3. Waldman says that Solow must have been making a joke when he said “… identifying restrictions … whatever those words mean.” I do not see anything funny in this remark.

Instead, it seems clear that he is using exactly the same rhetorical strategy that George W. Bush signaled in his debate with Al Gore with the phrase “fuzzy math.” In each case, the speaker signals a bond with the audience. “You and me, we are sensible people. We can ignore the irrelevant concerns of those other people, the ivory tower academics, who are not like us.”

My conjecture is that it was this stance that encouraged people at Chicago to disengage. The issue was not hurt feelings. It was the apparent futility of continuing a scientific discussion when the other side simply denies that there is anything to discuss.


4. A number of people have contacted me to defend Joan Robinson. They argue that there was lots of substance to the capital controversies and that I am being unfair by attributing political motives to her.

I am not persuaded. I do not see any reason for backing off my claims:

Here, for example, is what one of her supporters wrote to me:

But of course the difference of views between the two Cambridges had political underpinnings: Cambridge England sought to explain the distribution of income between capital and labour in terms of theories inherited from Ricardo and Marx; while the neoclassical economists explained it in terms of relative factor scarcities and technical conditions of production as captured by the aggregate production function. In this respect, there is little question that neoclassical economists had a political agenda as much as the Cambridge school.

This is yet another version of “ok, we did it. But so did everybody else”. In such cases, it seems safe to trust the “ok we did it” part of the statement.

For more, see for example this retrospective by Roger E. Backhouse.

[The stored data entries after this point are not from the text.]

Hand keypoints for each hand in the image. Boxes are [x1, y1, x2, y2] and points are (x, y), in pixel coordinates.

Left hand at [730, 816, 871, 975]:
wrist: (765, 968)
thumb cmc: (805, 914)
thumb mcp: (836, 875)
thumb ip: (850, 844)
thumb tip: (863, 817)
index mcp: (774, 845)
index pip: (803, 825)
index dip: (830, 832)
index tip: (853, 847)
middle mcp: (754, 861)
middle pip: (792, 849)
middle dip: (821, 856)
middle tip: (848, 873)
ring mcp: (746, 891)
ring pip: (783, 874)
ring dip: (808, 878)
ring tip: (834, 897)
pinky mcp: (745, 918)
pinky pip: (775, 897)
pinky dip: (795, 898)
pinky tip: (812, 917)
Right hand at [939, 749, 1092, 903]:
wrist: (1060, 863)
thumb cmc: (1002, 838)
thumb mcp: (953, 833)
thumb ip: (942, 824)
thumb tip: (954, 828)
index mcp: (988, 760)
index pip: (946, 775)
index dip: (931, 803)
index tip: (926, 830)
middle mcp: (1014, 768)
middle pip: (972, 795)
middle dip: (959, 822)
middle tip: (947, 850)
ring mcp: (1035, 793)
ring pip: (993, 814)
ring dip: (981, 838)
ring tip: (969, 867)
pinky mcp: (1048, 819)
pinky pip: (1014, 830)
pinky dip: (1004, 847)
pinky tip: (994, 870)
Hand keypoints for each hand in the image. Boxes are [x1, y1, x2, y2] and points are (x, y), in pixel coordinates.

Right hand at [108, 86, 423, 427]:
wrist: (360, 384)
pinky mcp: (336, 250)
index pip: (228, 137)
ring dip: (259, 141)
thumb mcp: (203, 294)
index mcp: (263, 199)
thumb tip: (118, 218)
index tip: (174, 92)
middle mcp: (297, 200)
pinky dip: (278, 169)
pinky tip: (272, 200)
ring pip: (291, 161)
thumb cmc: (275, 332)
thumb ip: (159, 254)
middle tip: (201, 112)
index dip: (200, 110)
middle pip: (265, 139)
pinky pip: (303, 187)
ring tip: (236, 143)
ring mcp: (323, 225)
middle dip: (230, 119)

Backhouse quoting Harcourt, another of Robinson’s supporters:

In criticizing marginal productivity theory, Robinson, Sraffa, and their followers saw themselves as pointing out that income distribution was not simply a by-product of the pricing system but was the result of class conflict rooted in the structures of capitalism, including the institution of private property and the existence of entrepreneurial and wage-earning classes (Harcourt 1972, 2).

Blackhouse summing up:

The controversy between the two Cambridges eventually came to be seen by MIT economists (and most of the economics profession) as a waste of time.


5. The persistent support for Robinson is yet another indication of how unusual the social dynamics of science is compared to the social dynamics of politics and how easy it is to fall back into the norms of politics.

Politics maps directly onto our innate moral machinery. Faced with any disagreement, our moral systems respond by classifying people into our in-group and the out-group. They encourage us to be loyal to members of the in-group and hostile to members of the out-group. The leaders of an in-group demand deference and respect. In selecting leaders, we prize unwavering conviction.

Science can’t function with the personalization of disagreement that these reactions encourage. The question of whether Joan Robinson is someone who is admired and respected as a scientist has to be separated from the question about whether she was right that economists could reason about rates of return in a model that does not have an explicit time dimension.

The only in-group versus out-group distinction that matters in science is the one that distinguishes people who can live by the norms of science from those who cannot. Feynman integrity is the marker of an insider.

In this group, it is flexibility that commands respect, not unwavering conviction. Clearly articulated disagreement is encouraged. Anyone’s claim is subject to challenge. Someone who is right about A can be wrong about B.

Scientists do not demonize dissenters. Nor do they worship heroes.